Ad agosto il cosiddetto ‘carrello della spesa‘, che comprende i prezzi per i beni alimentari, per la cura della casa e della persona, sale dello 0,7% su base annua (a luglio l’aumento era dello 0,6%). Tagliate quindi le stime di due settimane fa, secondo le quali l’accelerazione sarebbe arrivata all’1%.

I RIALZI SUI PREZZI DI AGOSTO

Guardando ai rialzi di agosto, l’Istat mette in evidenza i tassi d’inflazione relativi ai prodotti farmaceutici (passati da +0,2% a +0,5%), ai giornali e periodici (da +1,2% a +2,2%, +0,8%) e l’inversione di tendenza registrata per i beni non durevoli per la casa, tra cui rientrano i detersivi (da -0,4% a +0,1%, +0,6% il congiunturale). L’Istituto di statistica nota poi «andamenti più vivaci dovuti alla peculiarità del mese» su determinati prodotti: per esempio aumentano i prezzi del trasporto aereo passeggeri, che accelerano da +6,9% a +8,5%.

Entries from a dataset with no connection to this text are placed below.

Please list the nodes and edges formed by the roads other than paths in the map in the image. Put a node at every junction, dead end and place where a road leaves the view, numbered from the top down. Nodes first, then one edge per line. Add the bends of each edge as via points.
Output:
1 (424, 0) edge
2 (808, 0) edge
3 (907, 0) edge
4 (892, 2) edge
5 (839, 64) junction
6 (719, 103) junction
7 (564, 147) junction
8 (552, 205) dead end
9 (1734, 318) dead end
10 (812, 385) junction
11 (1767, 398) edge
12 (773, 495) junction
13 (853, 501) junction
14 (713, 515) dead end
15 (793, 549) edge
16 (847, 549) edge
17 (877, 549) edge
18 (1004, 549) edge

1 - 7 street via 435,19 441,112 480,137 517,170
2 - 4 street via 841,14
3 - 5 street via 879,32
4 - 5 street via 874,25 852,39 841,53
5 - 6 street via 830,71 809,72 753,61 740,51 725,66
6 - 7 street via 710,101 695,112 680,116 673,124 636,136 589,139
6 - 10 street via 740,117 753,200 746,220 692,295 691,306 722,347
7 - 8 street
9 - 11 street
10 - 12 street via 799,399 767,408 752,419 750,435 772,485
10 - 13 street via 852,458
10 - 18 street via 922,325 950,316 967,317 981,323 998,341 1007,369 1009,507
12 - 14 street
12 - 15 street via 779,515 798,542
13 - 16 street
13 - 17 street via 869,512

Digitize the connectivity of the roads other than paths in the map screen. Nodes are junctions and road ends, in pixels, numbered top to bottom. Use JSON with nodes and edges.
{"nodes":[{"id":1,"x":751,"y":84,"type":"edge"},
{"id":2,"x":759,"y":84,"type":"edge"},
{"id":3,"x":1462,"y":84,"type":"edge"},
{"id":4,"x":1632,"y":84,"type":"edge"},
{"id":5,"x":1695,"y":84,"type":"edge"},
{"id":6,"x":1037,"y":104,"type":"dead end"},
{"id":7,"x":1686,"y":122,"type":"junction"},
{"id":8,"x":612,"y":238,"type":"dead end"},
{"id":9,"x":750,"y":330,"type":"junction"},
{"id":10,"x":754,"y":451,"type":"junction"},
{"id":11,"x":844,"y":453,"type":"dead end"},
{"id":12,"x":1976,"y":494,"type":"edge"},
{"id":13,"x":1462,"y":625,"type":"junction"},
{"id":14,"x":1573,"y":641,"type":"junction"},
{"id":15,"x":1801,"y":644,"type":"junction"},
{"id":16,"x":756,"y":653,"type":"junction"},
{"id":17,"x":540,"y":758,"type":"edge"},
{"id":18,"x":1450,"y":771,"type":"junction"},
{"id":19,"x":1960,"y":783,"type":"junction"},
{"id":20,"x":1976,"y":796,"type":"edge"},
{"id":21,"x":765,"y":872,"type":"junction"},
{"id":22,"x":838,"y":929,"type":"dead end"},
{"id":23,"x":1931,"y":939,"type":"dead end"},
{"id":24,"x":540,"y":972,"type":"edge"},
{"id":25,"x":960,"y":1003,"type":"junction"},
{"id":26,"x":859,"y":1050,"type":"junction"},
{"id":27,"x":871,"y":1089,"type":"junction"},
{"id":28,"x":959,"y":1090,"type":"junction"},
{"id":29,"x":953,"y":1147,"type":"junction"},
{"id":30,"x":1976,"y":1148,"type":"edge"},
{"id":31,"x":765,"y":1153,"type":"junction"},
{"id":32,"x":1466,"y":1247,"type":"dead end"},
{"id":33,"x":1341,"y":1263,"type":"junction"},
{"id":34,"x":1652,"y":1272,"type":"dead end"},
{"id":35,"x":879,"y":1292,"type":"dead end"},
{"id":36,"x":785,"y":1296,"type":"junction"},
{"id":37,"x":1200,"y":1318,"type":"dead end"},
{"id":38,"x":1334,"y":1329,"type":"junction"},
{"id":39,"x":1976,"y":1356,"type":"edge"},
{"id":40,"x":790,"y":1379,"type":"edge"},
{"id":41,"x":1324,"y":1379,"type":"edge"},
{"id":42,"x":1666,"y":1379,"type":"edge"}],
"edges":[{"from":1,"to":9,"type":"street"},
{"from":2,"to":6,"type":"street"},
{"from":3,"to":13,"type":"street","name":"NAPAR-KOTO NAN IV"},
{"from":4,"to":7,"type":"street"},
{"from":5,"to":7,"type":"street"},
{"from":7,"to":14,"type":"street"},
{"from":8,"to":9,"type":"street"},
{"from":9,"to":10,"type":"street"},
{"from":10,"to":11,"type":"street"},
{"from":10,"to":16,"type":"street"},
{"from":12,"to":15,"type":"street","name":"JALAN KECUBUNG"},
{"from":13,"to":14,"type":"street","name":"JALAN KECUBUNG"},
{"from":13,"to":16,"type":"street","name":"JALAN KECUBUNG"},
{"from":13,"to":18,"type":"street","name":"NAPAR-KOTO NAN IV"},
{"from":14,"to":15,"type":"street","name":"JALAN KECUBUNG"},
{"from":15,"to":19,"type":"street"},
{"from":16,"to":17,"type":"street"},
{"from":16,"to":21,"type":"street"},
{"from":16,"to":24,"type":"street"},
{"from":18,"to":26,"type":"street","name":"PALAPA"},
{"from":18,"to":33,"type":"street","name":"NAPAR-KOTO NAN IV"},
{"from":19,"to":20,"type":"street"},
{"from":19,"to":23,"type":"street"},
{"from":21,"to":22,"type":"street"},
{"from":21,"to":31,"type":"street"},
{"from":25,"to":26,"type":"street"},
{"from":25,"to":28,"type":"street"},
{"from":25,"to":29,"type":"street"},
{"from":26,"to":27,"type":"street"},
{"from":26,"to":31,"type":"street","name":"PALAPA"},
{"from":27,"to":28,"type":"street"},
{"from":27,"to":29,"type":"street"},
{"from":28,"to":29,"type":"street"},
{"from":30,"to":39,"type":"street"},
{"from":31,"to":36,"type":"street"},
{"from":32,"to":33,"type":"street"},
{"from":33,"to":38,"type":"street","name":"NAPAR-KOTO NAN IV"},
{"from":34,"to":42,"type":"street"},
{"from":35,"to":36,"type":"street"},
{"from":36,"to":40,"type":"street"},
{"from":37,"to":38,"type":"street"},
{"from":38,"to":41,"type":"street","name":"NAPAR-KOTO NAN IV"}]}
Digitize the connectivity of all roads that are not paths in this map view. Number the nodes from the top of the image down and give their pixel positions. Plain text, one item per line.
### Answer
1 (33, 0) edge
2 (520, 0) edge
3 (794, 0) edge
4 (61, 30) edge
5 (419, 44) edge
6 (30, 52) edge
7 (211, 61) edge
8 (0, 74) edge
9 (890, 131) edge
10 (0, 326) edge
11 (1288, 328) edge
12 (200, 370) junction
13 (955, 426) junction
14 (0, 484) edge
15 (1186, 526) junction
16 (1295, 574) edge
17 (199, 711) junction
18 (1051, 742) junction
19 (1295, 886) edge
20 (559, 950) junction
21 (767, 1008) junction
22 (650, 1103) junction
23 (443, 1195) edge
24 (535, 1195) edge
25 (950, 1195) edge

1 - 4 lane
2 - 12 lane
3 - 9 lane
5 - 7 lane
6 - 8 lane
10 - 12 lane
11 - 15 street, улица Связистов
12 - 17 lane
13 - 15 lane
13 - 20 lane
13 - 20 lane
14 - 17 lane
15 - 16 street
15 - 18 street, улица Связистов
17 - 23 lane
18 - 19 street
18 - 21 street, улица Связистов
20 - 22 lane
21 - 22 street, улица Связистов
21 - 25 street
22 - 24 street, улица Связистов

GLI ITALIANI ACQUISTANO IN PROMOZIONE UN PRODOTTO ALIMENTARE SU QUATTRO

«Un prodotto alimentare su quattro viene acquistato dagli italiani in promozione per cercare il risparmio e ridurre i costi del carrello della spesa, con effetti evidenti sul contenimento dell’inflazione». È quanto rileva Coldiretti, commentando i dati Istat sull’inflazione di agosto. L’organizzazione agricola sottolinea poi che «gli italiani, sempre più spesso, vanno a caccia dei prezzi più bassi anche facendo lo slalom nel punto vendita, cambiando negozio, ma anche sperimentando canali alternativi come gli acquisti di gruppo, quelli on line o dal contadino».